Netanjahu warnte im US-Kongress vor dem iranischen Atomprogamm.
Der israelische Oppositionsführer Jitzhak Herzog kritisierte, die Rede, werde nichts bezüglich des Atomprogramms bewirken. „Die schmerzliche Wahrheit ist: Nach dem Applaus war Netanjahu allein. Israel war isoliert. Und die Verhandlungen mit dem Iran werden ohne israelische Beteiligung fortgeführt.“ Die Onlinezeitung „Times of Israel“ sieht die Rede hingegen positiv. Netanjahu habe die richtigen Dinge angesprochen, insbesondere mit seiner Kritik eines möglichen Abkommens, das zeitlich beschränkt sei. Andere Zeitungen sehen in Netanjahus Rede keinen großen Wurf.
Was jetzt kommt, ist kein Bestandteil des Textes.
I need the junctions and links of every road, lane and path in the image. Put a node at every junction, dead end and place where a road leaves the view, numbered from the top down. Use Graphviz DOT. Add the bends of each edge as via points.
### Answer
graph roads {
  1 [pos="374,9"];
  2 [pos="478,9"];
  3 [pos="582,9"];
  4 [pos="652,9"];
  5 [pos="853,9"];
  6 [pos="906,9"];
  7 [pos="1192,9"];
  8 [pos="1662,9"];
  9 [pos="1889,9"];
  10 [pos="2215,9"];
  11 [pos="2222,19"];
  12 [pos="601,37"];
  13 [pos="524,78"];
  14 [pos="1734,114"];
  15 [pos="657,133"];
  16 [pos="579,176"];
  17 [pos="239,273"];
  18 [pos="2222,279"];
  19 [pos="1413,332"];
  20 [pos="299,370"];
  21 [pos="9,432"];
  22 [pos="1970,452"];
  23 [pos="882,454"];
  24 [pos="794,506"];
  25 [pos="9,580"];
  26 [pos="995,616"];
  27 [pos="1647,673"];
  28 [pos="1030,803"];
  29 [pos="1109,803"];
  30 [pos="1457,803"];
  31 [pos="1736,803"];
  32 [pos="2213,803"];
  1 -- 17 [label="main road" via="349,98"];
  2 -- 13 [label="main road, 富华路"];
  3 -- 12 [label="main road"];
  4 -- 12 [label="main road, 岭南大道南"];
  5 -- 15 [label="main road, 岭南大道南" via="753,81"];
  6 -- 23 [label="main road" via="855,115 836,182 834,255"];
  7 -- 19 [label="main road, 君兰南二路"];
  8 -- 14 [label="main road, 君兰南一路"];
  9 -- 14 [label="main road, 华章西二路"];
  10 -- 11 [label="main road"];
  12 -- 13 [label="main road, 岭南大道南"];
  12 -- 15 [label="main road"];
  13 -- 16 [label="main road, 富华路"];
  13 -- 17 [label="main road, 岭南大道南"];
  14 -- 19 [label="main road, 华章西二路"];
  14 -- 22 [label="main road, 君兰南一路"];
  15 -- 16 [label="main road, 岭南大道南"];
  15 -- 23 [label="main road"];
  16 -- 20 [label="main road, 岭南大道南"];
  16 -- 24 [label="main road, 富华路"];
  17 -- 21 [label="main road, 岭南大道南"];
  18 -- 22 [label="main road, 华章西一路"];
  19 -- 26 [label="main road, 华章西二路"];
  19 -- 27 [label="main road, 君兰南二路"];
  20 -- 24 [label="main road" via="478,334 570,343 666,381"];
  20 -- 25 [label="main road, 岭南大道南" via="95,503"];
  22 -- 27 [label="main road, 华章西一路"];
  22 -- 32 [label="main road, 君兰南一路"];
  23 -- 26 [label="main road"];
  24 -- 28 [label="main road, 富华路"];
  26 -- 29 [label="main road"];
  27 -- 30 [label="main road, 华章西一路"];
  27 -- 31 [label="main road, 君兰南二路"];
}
Einen Wendepunkt im Atomstreit stelle er nicht dar, sagt die „Jerusalem Post“. Die linksliberale Tageszeitung „Ha’aretz“ meint, Netanjahu habe gar nicht das eigentliche Problem für Israel angesprochen: Die Palästinenser im Westjordanland und im Gazastreifen, denen Israel angeblich Bürgerrechte verwehrt. „Das ist die Gefahr, die die Zukunft bedroht.“ Irans Parlamentspräsident Ali Laridschani verspottete Netanjahus Ansprache. „Die Rede von Netanjahu war lächerlich. Genauso die Warnungen, besonders da sie von jemandem kommen, dessen Land selbst Atomwaffen besitzt“, sagte er am Mittwoch. „Das erinnert einen an die Anekdote, wo eine Hure neu in die Stadt kommt und, um sich fromm zu zeigen, ihren Rock über den Kopf zieht, damit die Haare vor fremden Männern verborgen werden.“

Pelosi: Beleidigung für Amerika

In Amerika wurde die Rede überwiegend skeptisch aufgenommen. Die demokratische Minderheitenführerin im Kongress, Nancy Pelosi, sieht darin eine „Beleidigung der Intelligenz der Vereinigten Staaten“. Die sichtlich aufgebrachte Politikerin erklärte vor Kameras, auch die USA wüssten, wie gefährlich eine iranische Atombombe sei. US-Präsident Barack Obama werde diese verhindern. „Wir brauchen keine Vorlesungen des israelischen Premierministers.“ Jeb Bush, der Bruder des früheren Präsidenten George W. Bush und möglicher Kandidat für die US-Präsidentschaft, sprach hingegen von einer „kraftvollen Rede“. Auf seiner Facebook-Seite bekräftigte er Netanjahus Forderung, das Atomprogramm des Iran müsse gestoppt werden. Die Präsidentschaft Barack Obamas läuft in weniger als zwei Jahren aus. Führende amerikanische Blätter bewerten die Rede skeptisch. Die „New York Times“ sprach von einem „politischen Theater“. Netanjahu habe „nichts wesentlich Neues“ verkündet. Ähnlich äußerte sich auch die „Washington Post“, forderte aber Obama zu einer Antwort auf. Dabei solle er „ernsthaft“ auf die Bedenken Netanjahus eingehen. Auch deutsche Medien nahmen die Rede überwiegend negativ wahr. Die „Süddeutsche Zeitung“ meint, Netanjahus „Verbortheit“ verprelle Israel die USA als Schutzmacht. „Zeit Online“ nennt die Rede „zerstörerisch“. Netanjahus Einwände seien zum Teil zwar berechtigt, doch mit seinem Auftritt habe er diplomatisches Geschirr „auf brutale Weise“ zerschlagen.

Obama: Ergebnis abwarten

US-Präsident Barack Obama führte während der Rede eine Video-Konferenz mit europäischen Politikern zum Ukraine-Konflikt. So erfuhr alle Welt, dass er die Rede nicht einmal im Fernsehen verfolgt. Anhand der schriftlichen Fassung habe er jedoch erkennen können, dass Netanjahu nichts Neues gesagt habe. Zudem habe er keine Alternativen zu einem Abkommen vorgeschlagen. Obama empfahl, das Ergebnis der Verhandlungen abzuwarten und sicherte zu, dass er seine Unterschrift nur unter ein Abkommen setzen würde, das eine Atombombe ausschließt.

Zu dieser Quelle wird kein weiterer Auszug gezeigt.